A historic church is fighting the city’s attempt to relocate its entire street.

The City of Hartford’s “iQuilt” Program is a multipart plan to generate new interest in Connecticut’s capital city through a series of revitalization projects, one of which would create connectivity between downtown and the neighborhoods via green walkways from the river to the train station.

“This is a key component of the iQuilt plan. It’s part of the major greenway,” says Hartford’s Director of Development Thomas Deller.

He’s describing the plan to create a “greenway” that leads to Bushnell Park from Main Street, a welcoming green-space gateway with a view of the Capitol.

It’s received widespread support, except from the neighborhood’s oldest neighbor: Center Church.

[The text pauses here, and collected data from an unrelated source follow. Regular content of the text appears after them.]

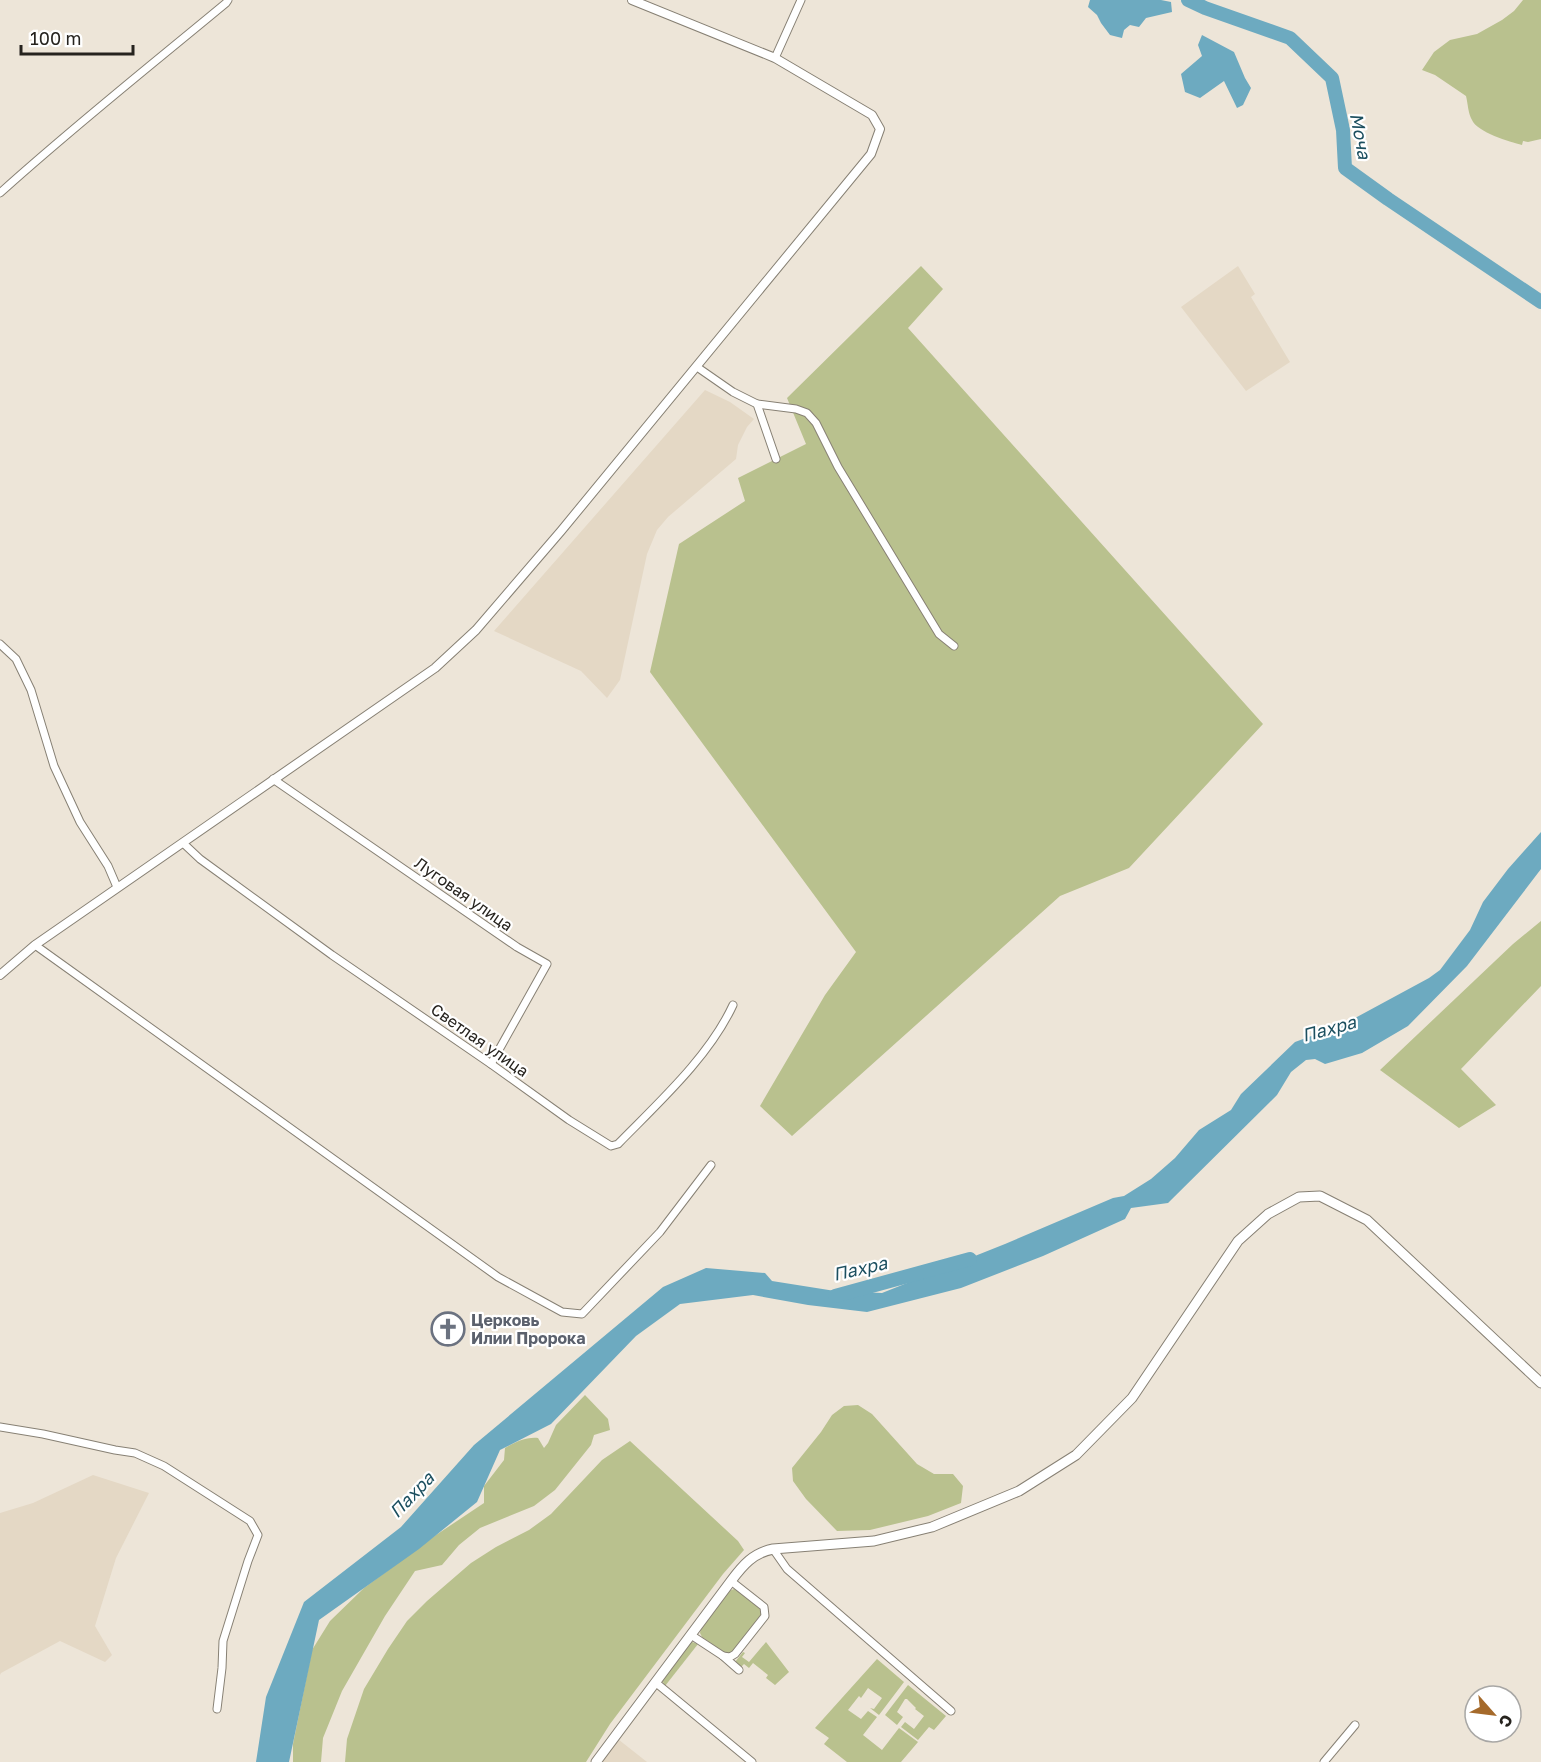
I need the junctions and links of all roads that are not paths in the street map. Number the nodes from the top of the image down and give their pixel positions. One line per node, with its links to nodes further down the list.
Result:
1 (228, 0): 5 (street)
2 (632, 0): 4 (street)
3 (801, 0): 4 (street)
4 (775, 58): 6 (street)
5 (0, 193)
6 (697, 367): 7 (street); 11 (street)
7 (757, 404): 8 (street); 10 (street)
8 (776, 459)
9 (0, 644): 13 (street)
10 (954, 645)
11 (273, 779): 12 (street); 17 (street, Луговая улица)
12 (183, 843): 13 (street); 17 (street, Светлая улица)
13 (117, 887): 14 (street)
14 (35, 945): 15 (street); 18 (street)
15 (0, 975)
16 (734, 1005): 17 (street, Светлая улица)
17 (491, 1064)
18 (711, 1165)
19 (1541, 1383): 21 (main road)
20 (0, 1427): 27 (street)
21 (773, 1549): 22 (main road); 28 (street)
22 (731, 1581): 23 (main road); 24 (street)
23 (691, 1635): 24 (street); 26 (main road)
24 (723, 1656): 25 (street)
25 (739, 1670)
26 (655, 1682): 30 (main road); 31 (street)
27 (217, 1709)
28 (951, 1711)
29 (1355, 1725): 32 (street)
30 (596, 1762)
31 (752, 1762)
32 (1324, 1762)

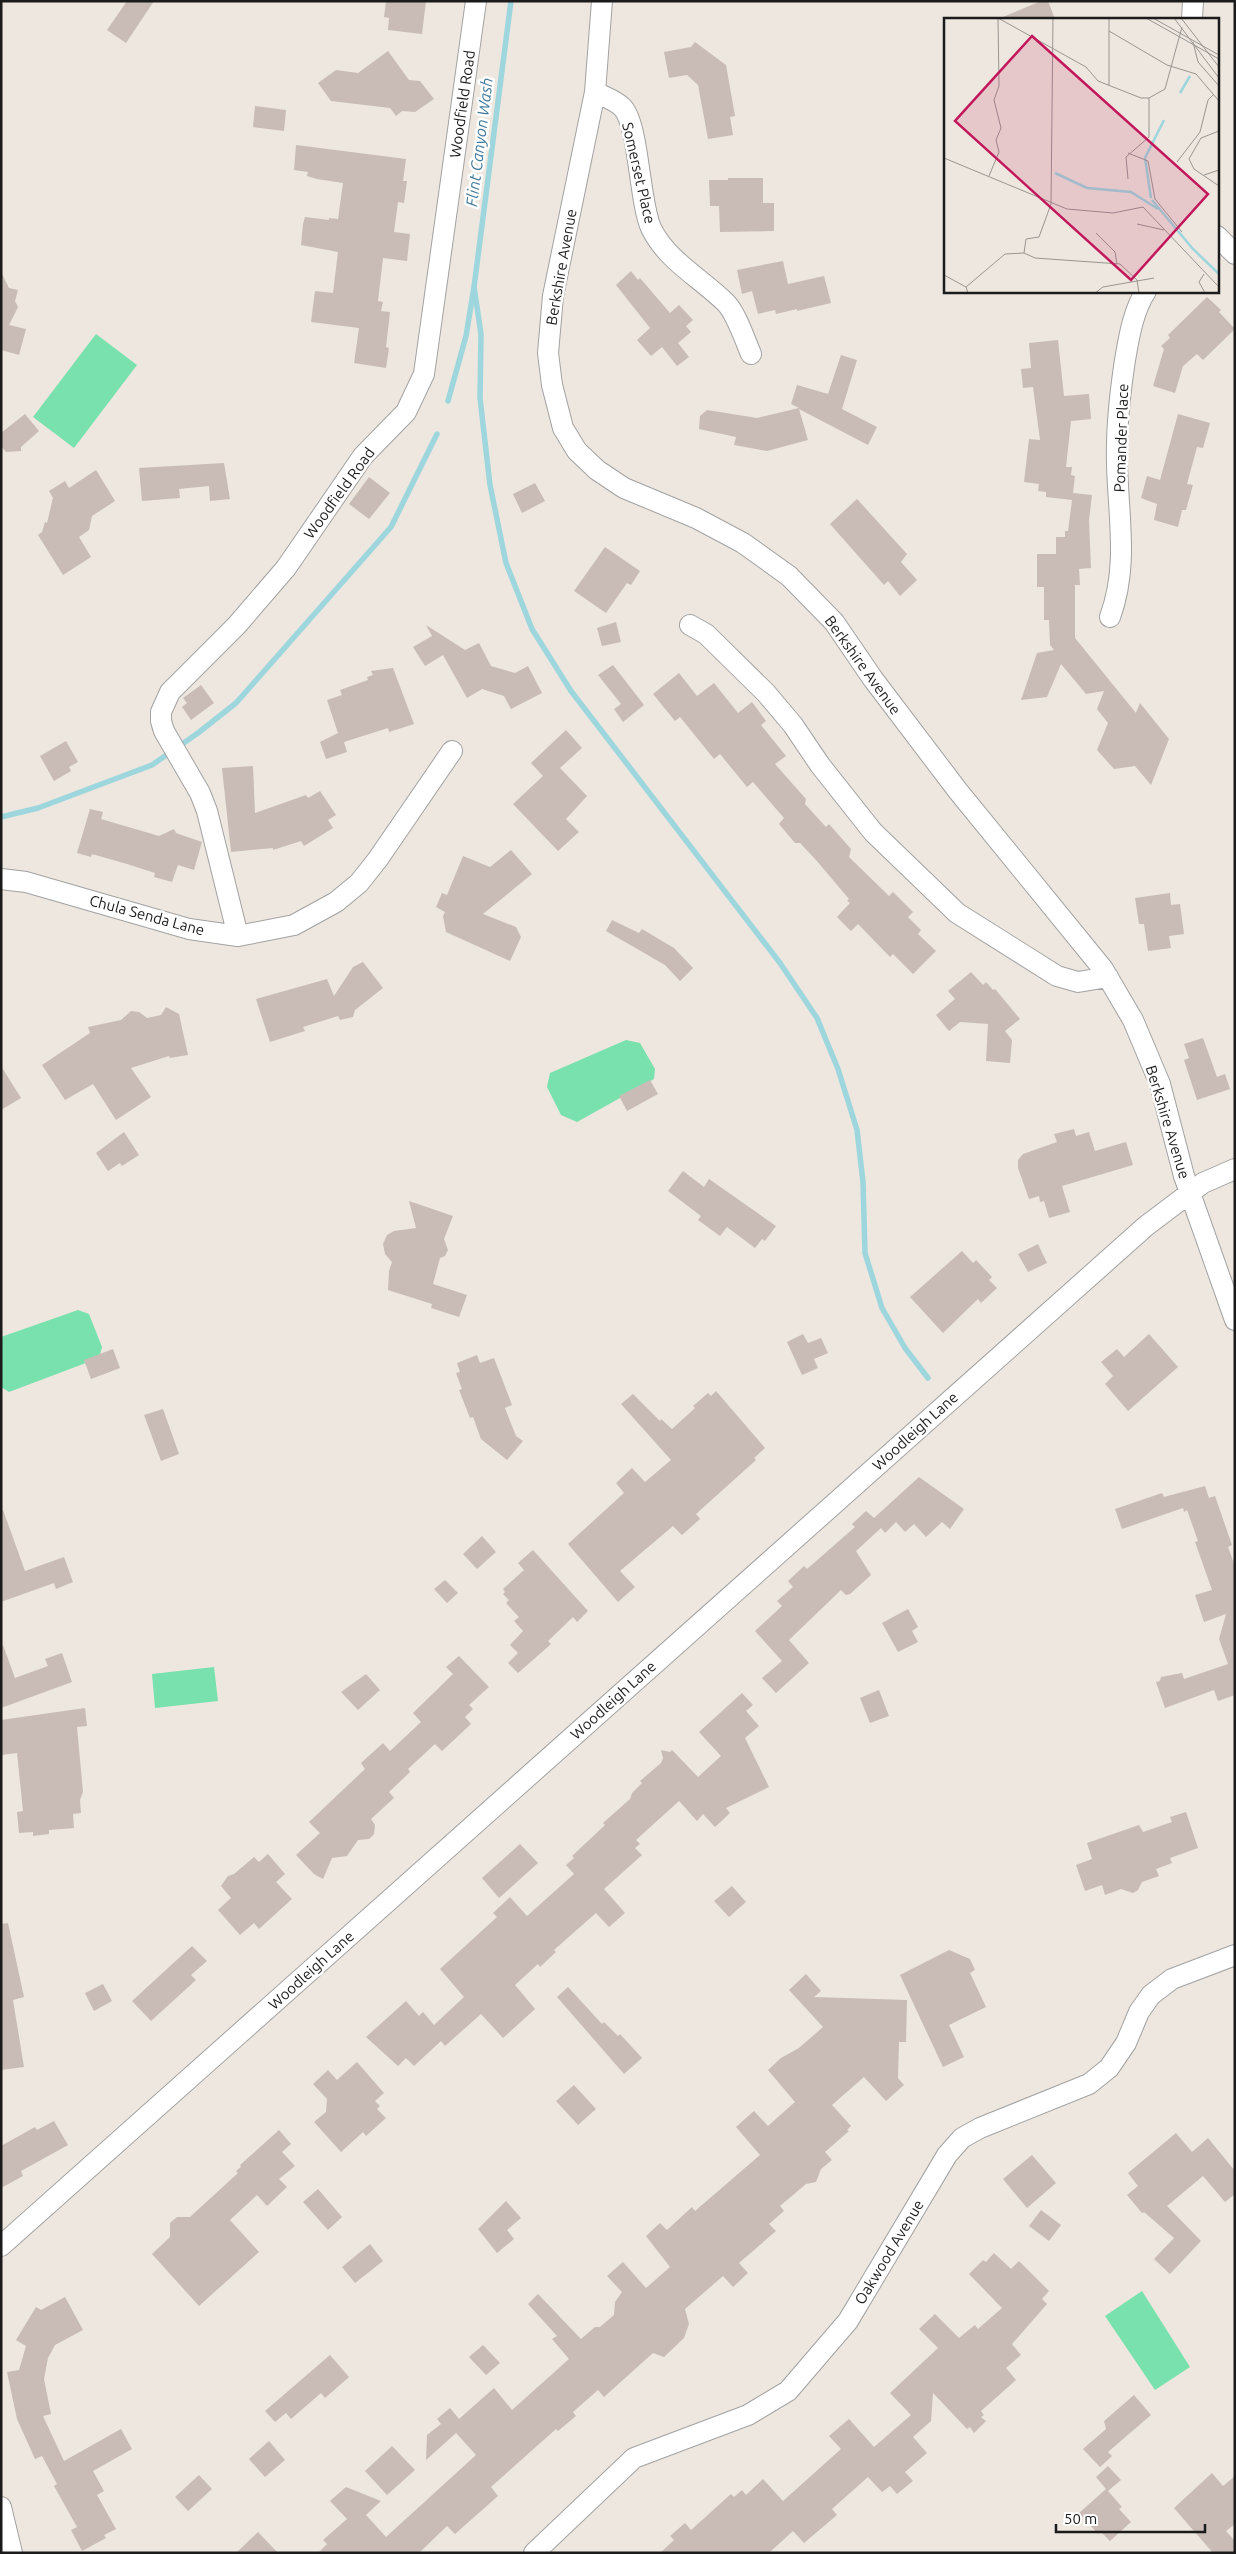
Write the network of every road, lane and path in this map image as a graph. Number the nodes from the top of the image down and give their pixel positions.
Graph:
1 (476, 1) edge
2 (602, 1) edge
3 (1193, 1) edge
4 (1192, 18) edge
5 (595, 92) junction
6 (1218, 237) edge
7 (1235, 254) edge
8 (1146, 292) edge
9 (751, 354) dead end
10 (1110, 617) dead end
11 (690, 624) dead end
12 (452, 751) dead end
13 (1, 879) edge
14 (238, 936) junction
15 (1108, 977) junction
16 (1235, 1170) edge
17 (1189, 1192) junction
18 (1235, 1320) edge
19 (1235, 1955) edge
20 (1, 2246) edge
21 (1, 2507) edge
22 (12, 2553) edge
23 (534, 2553) edge

1 - 14 street, Woodfield Road
2 - 5 street, Berkshire Avenue
3 - 4 street
5 - 9 street, Somerset Place
5 - 15 street, Berkshire Avenue
6 - 7 street
8 - 10 street, Pomander Place
11 - 15 street
12 - 14 street, Chula Senda Lane
13 - 14 street, Chula Senda Lane
15 - 17 street, Berkshire Avenue
16 - 17 street, Woodleigh Lane
17 - 18 street, Berkshire Avenue
17 - 20 street, Woodleigh Lane
19 - 23 street, Oakwood Avenue
21 - 22 street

“They really don’t need to move this street in order to achieve everything they want to do in this area,” says Attorney Thom Page, representing the church.

Page says the project will cost nearly $1 million, lead to traffic problems and create difficulties for parishioners.

“They use this area to drop off the food and the supplies, to get our ministries done, so it does affect the way we do our ministries on a daily basis here,” says Rev. Damaris Whittaker.

After several church-goers spoke against the plan at last week’s city council meeting, a scheduled vote was postponed Monday night, so the topic can be discussed further in committee meetings.

Rev. Whittaker says she wants the green space, just not at her church’s front door.

Deller, meanwhile, says this opposition is coming rather late, now four years into the plan, but says he will try to work with the church toward a compromise.

“I will continue to adjust this plan as best I can to meet their concerns, but ultimately what’s good for the city has to triumph over the minority,” says Deller.

The first step in all of this is for the city to purchase 199 square feet of property for an easement along the south side of Gold Street.

But that’s on hold until the council continues its review of everyone’s concerns.

Some board members from the Bushnell Towers condos have also expressed displeasure with the street-shifting plan.